Importantly, the proposed explanations are hypothesis-generating: they highlight associations consistent with pathway priors and model attributions but do not imply causal effects without experimental validation.
From a translational perspective, AttentioFuse is intended for pre-treatment settings where diagnostic biopsies can be profiled (e.g., targeted sequencing and transcriptomics) to complement imaging-based staging. The model output can serve as a decision-support signal to prioritize intensified staging work-up (e.g., additional imaging or nodal assessment), support multidisciplinary planning, and provide pathway-resolved hypotheses that may guide biomarker-focused discussion of neoadjuvant/adjuvant strategies. The framework is not a replacement for pathology; rather, it provides mechanism-linked risk stratification that can be audited and interpreted alongside clinical findings.
5. Conclusions
AttentioFuse provides an interpretable, Reactome-guided mid-fusion framework for multi-omics staging prediction in LUAD and LUSC. By combining pathway-masked encoders with hierarchical attention and DeepSHAP-based attribution, the framework links predictive signals to a coherent gene–pathway–modality evidence chain.

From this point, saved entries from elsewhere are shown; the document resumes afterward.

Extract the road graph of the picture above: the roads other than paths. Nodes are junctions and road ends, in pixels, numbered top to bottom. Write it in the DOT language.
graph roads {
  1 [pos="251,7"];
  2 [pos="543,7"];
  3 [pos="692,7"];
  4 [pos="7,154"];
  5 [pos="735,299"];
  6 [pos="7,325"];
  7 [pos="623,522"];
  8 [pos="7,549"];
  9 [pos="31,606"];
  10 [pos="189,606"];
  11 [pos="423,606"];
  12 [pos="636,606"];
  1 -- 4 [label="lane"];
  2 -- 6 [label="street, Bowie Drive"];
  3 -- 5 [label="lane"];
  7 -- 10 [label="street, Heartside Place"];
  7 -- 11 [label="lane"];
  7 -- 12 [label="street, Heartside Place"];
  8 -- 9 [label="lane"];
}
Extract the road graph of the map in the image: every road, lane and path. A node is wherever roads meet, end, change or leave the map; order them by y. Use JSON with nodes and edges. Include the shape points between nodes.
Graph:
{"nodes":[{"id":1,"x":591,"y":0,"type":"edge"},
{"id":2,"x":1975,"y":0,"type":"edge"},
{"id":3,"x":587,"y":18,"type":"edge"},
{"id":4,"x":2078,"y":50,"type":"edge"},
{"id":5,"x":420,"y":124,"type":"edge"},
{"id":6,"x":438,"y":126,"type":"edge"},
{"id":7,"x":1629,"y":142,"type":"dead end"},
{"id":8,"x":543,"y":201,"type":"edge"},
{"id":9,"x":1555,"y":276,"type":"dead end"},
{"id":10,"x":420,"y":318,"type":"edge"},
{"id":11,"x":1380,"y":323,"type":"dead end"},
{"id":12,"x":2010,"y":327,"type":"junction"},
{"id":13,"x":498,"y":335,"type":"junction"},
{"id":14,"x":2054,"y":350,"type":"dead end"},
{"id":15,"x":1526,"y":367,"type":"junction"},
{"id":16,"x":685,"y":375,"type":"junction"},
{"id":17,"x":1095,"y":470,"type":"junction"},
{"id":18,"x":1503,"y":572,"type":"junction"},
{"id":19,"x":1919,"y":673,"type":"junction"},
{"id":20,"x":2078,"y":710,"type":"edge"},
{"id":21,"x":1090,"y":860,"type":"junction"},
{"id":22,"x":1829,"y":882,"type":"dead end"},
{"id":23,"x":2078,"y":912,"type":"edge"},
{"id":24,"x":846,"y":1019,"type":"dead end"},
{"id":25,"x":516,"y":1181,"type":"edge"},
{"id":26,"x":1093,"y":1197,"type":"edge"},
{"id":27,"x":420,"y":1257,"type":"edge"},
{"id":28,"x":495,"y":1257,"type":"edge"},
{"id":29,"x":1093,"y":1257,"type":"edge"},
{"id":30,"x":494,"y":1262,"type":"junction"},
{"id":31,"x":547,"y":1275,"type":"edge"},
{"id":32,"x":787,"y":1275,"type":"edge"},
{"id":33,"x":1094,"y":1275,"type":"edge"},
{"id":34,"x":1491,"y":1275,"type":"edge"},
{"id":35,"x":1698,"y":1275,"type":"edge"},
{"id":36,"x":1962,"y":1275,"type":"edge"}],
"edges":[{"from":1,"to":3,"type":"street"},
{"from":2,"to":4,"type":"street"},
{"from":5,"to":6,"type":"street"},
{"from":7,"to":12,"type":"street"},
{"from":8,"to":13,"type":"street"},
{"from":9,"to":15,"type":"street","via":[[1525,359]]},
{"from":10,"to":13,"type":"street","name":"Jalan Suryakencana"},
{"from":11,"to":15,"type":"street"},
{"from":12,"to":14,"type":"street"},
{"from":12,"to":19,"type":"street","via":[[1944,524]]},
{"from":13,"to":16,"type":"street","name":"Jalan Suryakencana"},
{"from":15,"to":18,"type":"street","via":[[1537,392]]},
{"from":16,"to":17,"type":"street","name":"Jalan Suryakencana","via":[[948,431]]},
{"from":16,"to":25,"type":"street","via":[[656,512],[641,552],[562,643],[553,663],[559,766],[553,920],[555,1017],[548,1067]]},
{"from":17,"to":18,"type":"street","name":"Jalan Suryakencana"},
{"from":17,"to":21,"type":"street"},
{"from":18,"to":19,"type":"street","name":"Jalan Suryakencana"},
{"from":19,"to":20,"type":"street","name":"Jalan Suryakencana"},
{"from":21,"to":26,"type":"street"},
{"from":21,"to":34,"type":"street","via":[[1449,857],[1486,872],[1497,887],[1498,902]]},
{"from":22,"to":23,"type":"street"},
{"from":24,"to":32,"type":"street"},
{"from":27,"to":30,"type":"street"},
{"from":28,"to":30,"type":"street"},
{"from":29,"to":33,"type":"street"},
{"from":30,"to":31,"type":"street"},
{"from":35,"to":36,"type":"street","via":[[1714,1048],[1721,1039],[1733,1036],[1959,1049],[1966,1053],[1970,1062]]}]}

Across TCGA cohorts, AttentioFuse achieves competitive discrimination for T- and N-stage and near-ceiling performance for M-stage under a binarized endpoint definition. The dual-depth design enables practical trade-offs: the 3F configuration serves as a robust benchmarking backbone, whereas the 5X configuration increases hierarchical resolution for interpretation while maintaining comparable predictive quality.
Future work should focus on prospective validation in clinically collected biopsy cohorts with harmonized pipelines and on extending the modality-available protocol to broader real-world settings. Importantly, the reported pathway findings are hypothesis-generating and are intended to prioritize mechanistic follow-up rather than imply causal inference.